Pablo Bangardino

Personal information
- Full name: Pablo Martín Bangardino
- Date of birth: January 9, 1987 (age 38)
- Place of birth: La Plata, Argentina
- Height: 1.78 m (5 ft 10 in)
- Position(s): Goalkeeper

Team information
- Current team: Villa San Carlos

Youth career
- Gimnasia LP

Senior career*
- Years: Team / Apps / (Gls)
- 2007–2014: Gimnasia LP / 15 / (0)
- 2007–2008: → Central Español (loan) / 10 / (0)
- 2010–2011: → Gimnasia de Jujuy (loan) / 38 / (0)
- 2014–2015: Sarmiento / 2 / (0)
- 2016: Guillermo Brown / 10 / (0)
- 2017–: Villa San Carlos / 52 / (0)

= Pablo Bangardino =

Argentine footballer

Pablo Martín Bangardino (born 9 January 1985), is a football goalkeeper.

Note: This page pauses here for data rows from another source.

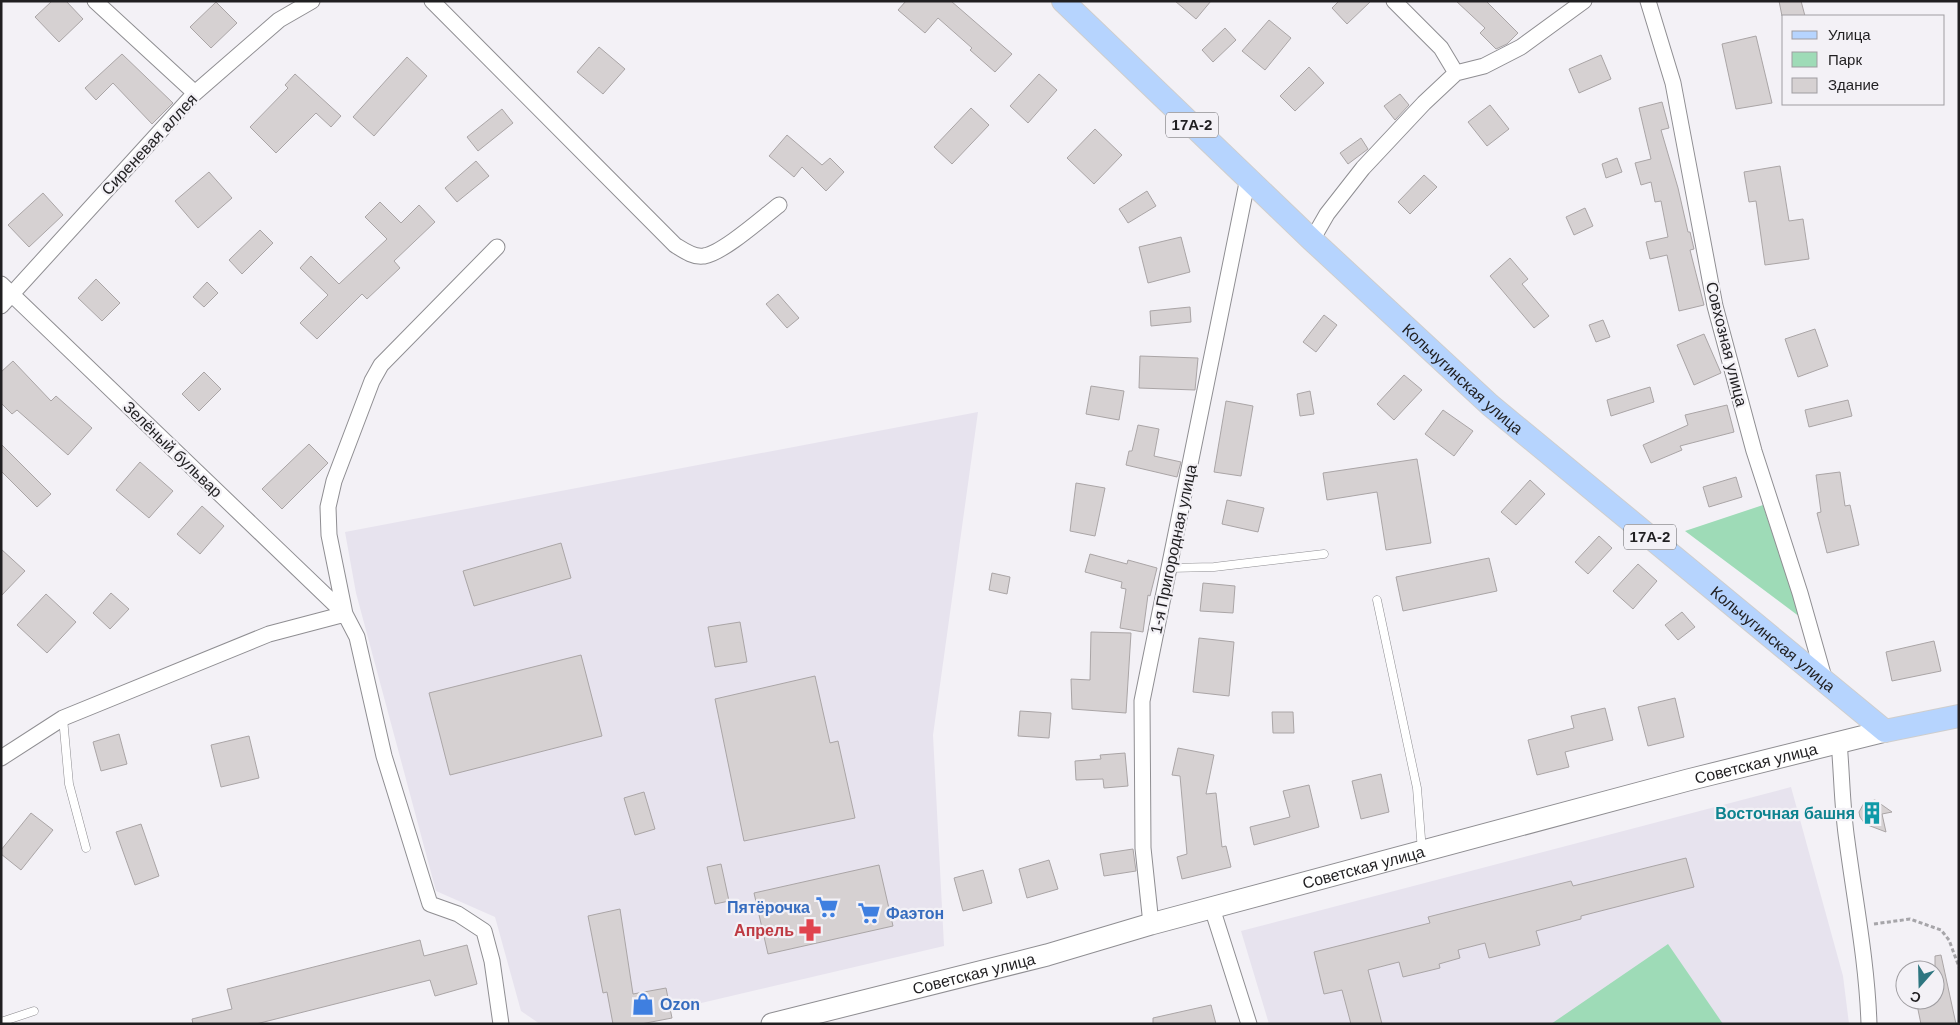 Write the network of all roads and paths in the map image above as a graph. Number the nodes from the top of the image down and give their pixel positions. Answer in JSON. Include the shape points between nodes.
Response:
{"nodes":[{"id":1,"x":95,"y":1,"type":"edge"},
{"id":2,"x":312,"y":1,"type":"edge"},
{"id":3,"x":432,"y":1,"type":"edge"},
{"id":4,"x":1062,"y":1,"type":"edge"},
{"id":5,"x":1394,"y":1,"type":"edge"},
{"id":6,"x":1584,"y":1,"type":"edge"},
{"id":7,"x":1648,"y":1,"type":"edge"},
{"id":8,"x":1456,"y":73,"type":"junction"},
{"id":9,"x":195,"y":93,"type":"junction"},
{"id":10,"x":1248,"y":178,"type":"junction"},
{"id":11,"x":779,"y":205,"type":"dead end"},
{"id":12,"x":1312,"y":240,"type":"junction"},
{"id":13,"x":497,"y":247,"type":"dead end"},
{"id":14,"x":6,"y":289,"type":"edge"},
{"id":15,"x":1,"y":306,"type":"edge"},
{"id":16,"x":1324,"y":554,"type":"dead end"},
{"id":17,"x":1169,"y":568,"type":"junction"},
{"id":18,"x":1377,"y":600,"type":"dead end"},
{"id":19,"x":345,"y":614,"type":"junction"},
{"id":20,"x":1825,"y":683,"type":"junction"},
{"id":21,"x":1959,"y":716,"type":"edge"},
{"id":22,"x":63,"y":718,"type":"junction"},
{"id":23,"x":1885,"y":731,"type":"junction"},
{"id":24,"x":1839,"y":742,"type":"junction"},
{"id":25,"x":1,"y":758,"type":"edge"},
{"id":26,"x":86,"y":848,"type":"dead end"},
{"id":27,"x":1422,"y":853,"type":"junction"},
{"id":28,"x":1212,"y":908,"type":"junction"},
{"id":29,"x":1151,"y":924,"type":"junction"},
{"id":30,"x":1861,"y":927,"type":"junction"},
{"id":31,"x":1959,"y":967,"type":"edge"},
{"id":32,"x":34,"y":1011,"type":"dead end"},
{"id":33,"x":801,"y":1020,"type":"edge"},
{"id":34,"x":1,"y":1022,"type":"edge"},
{"id":35,"x":501,"y":1024,"type":"edge"},
{"id":36,"x":772,"y":1024,"type":"edge"},
{"id":37,"x":1249,"y":1024,"type":"edge"},
{"id":38,"x":1869,"y":1024,"type":"edge"}],
"edges":[{"from":1,"to":9,"type":"street"},
{"from":2,"to":9,"type":"street","name":"Сиреневая аллея","via":[[279,20]]},
{"from":3,"to":11,"type":"street","via":[[675,245],[690,254],[702,257],[715,253]]},
{"from":4,"to":10,"type":"main road","name":"Кольчугинская улица","number":"17А-2"},
{"from":5,"to":8,"type":"street","via":[[1441,48]]},
{"from":6,"to":8,"type":"street","via":[[1521,47],[1484,66]]},
{"from":7,"to":20,"type":"street","name":"Совхозная улица","via":[[1674,82],[1718,316],[1754,451]]},
{"from":8,"to":12,"type":"street","via":[[1363,168],[1326,214]]},
{"from":9,"to":14,"type":"street","name":"Сиреневая аллея"},
{"from":10,"to":12,"type":"main road","name":"Кольчугинская улица","number":"17А-2"},
{"from":10,"to":17,"type":"street","name":"1-я Пригородная улица"},
{"from":12,"to":20,"type":"main road","name":"Кольчугинская улица","number":"17А-2","via":[[1490,405]]},
{"from":13,"to":19,"type":"street","via":[[381,365],[372,381],[334,481],[328,507],[329,535]]},
{"from":14,"to":15,"type":"street","name":"Сиреневая аллея"},
{"from":14,"to":19,"type":"street","name":"Зелёный бульвар"},
{"from":16,"to":17,"type":"lane","via":[[1214,567]]},
{"from":17,"to":29,"type":"street","name":"1-я Пригородная улица","via":[[1142,701],[1143,848]]},
{"from":18,"to":27,"type":"lane","via":[[1418,788]]},
{"from":19,"to":22,"type":"street","via":[[269,634]]},
{"from":19,"to":35,"type":"street","via":[[357,637],[384,756],[430,904],[458,914],[484,931]]},
{"from":20,"to":23,"type":"main road","name":"Кольчугинская улица","number":"17А-2"},
{"from":21,"to":23,"type":"main road","name":"Советская улица"},
{"from":22,"to":25,"type":"street"},
{"from":22,"to":26,"type":"lane","via":[[69,784]]},
{"from":23,"to":24,"type":"street","name":"Советская улица"},
{"from":24,"to":27,"type":"street","name":"Советская улица"},
{"from":24,"to":30,"type":"street","via":[[1846,840]]},
{"from":27,"to":28,"type":"street","name":"Советская улица"},
{"from":28,"to":29,"type":"street","name":"Советская улица"},
{"from":28,"to":37,"type":"street"},
{"from":29,"to":33,"type":"street","name":"Советская улица"},
{"from":30,"to":31,"type":"path","via":[[1910,919],[1941,930],[1949,940]]},
{"from":30,"to":38,"type":"street"},
{"from":32,"to":34,"type":"lane"},
{"from":33,"to":36,"type":"street","name":"Советская улица"}]} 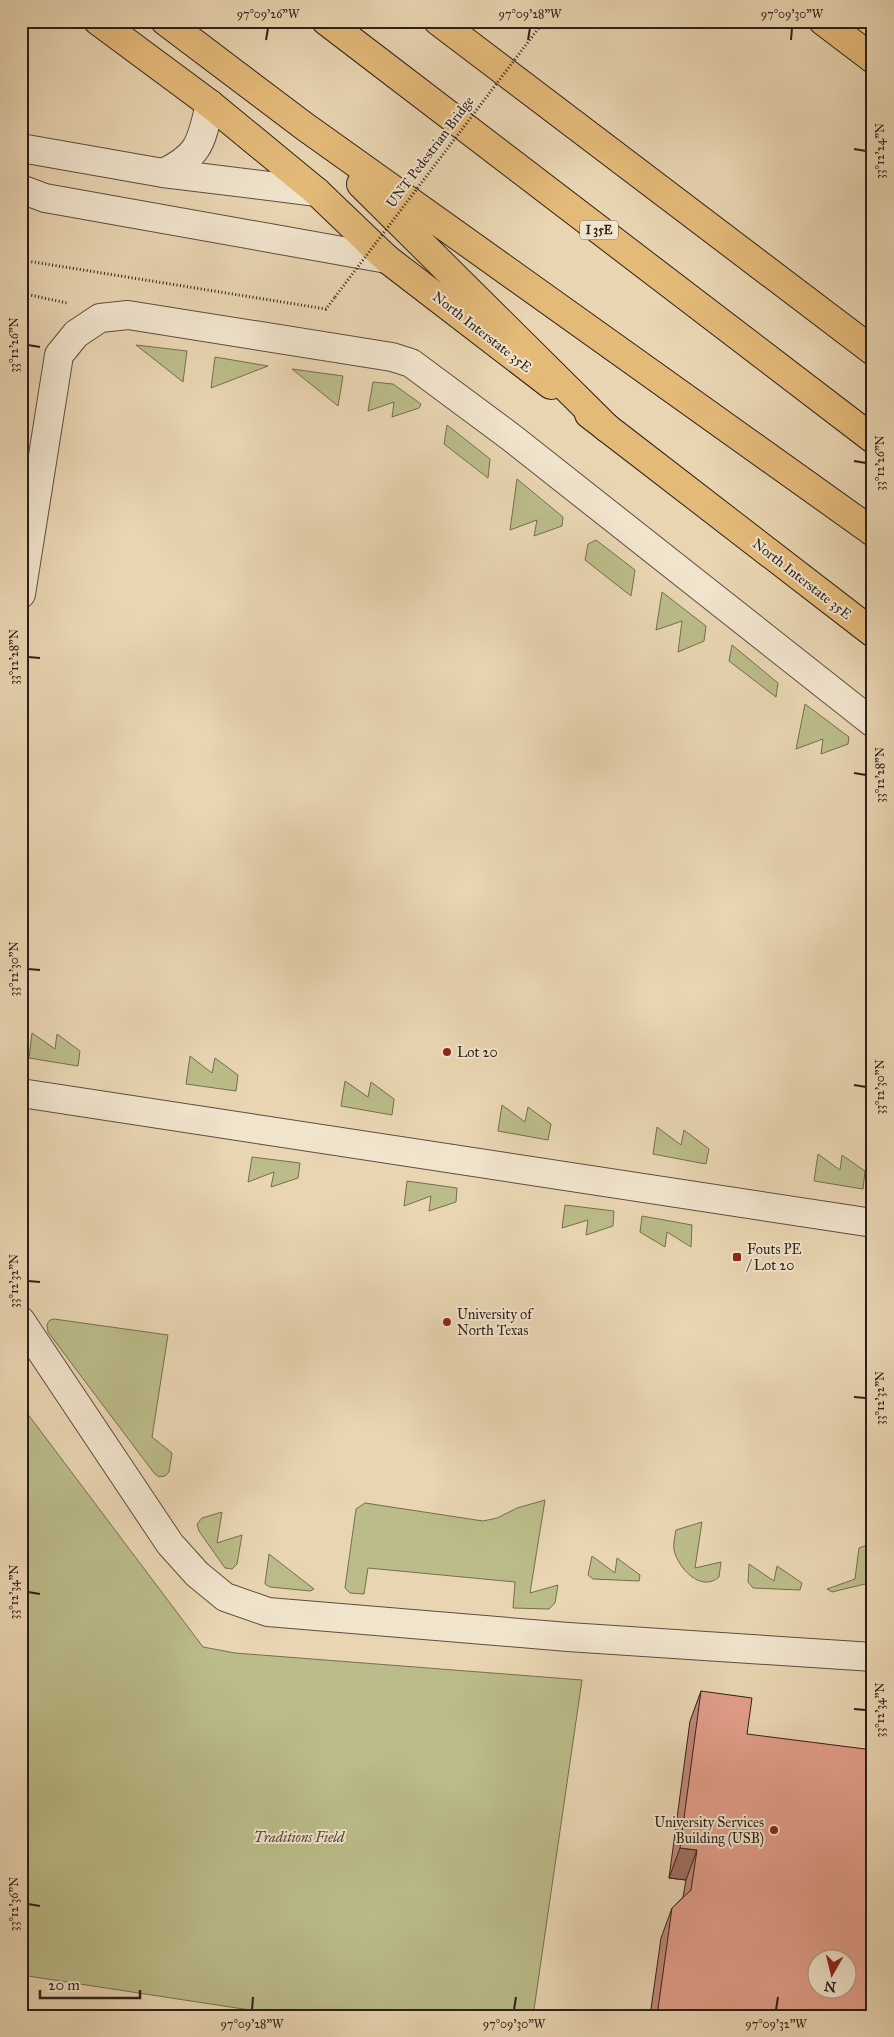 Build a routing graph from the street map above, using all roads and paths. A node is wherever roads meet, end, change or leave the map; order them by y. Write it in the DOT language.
graph roads {
  1 [pos="98,21"];
  2 [pos="165,21"];
  3 [pos="326,21"];
  4 [pos="438,21"];
  5 [pos="544,21"];
  6 [pos="823,21"];
  7 [pos="873,59"];
  8 [pos="210,104"];
  9 [pos="304,126"];
  10 [pos="21,148"];
  11 [pos="164,173"];
  12 [pos="21,189"];
  13 [pos="317,192"];
  14 [pos="387,259"];
  15 [pos="21,260"];
  16 [pos="21,293"];
  17 [pos="76,304"];
  18 [pos="873,351"];
  19 [pos="607,428"];
  20 [pos="873,439"];
  21 [pos="873,532"];
  22 [pos="21,594"];
  23 [pos="873,633"];
  24 [pos="873,723"];
  25 [pos="21,1093"];
  26 [pos="873,1222"];
  27 [pos="21,1321"];
  28 [pos="873,1657"];
  1 -- 8 [label="main road, North Interstate 35E"];
  2 -- 9 [label="main road"];
  3 -- 20 [label="main road, I 35E"];
  4 -- 18 [label="main road"];
  5 -- 15 [label="path, UNT Pedestrian Bridge, bridge"];
  6 -- 7 [label="main road"];
  8 -- 11 [label="lane"];
  8 -- 13 [label="main road, North Interstate 35E"];
  9 -- 19 [label="main road"];
  9 -- 21 [label="main road"];
  10 -- 11 [label="lane"];
  11 -- 13 [label="lane"];
  12 -- 14 [label="lane"];
  13 -- 14 [label="main road, North Interstate 35E"];
  14 -- 19 [label="main road, North Interstate 35E"];
  16 -- 17 [label="path"];
  19 -- 23 [label="main road, North Interstate 35E"];
  22 -- 24 [label="lane"];
  25 -- 26 [label="lane"];
  27 -- 28 [label="lane"];
}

He currently plays for Villa San Carlos.

==Career==
Bangardino started his career with Gimnasia y Esgrima de La Plata. He played loaned during 2007 in Uruguayan Central Español, and played his first 9 games with Gimnasia La Plata when he returned from the loan. In 2010, he was loaned again, this time to second division Gimnasia y Esgrima de Jujuy.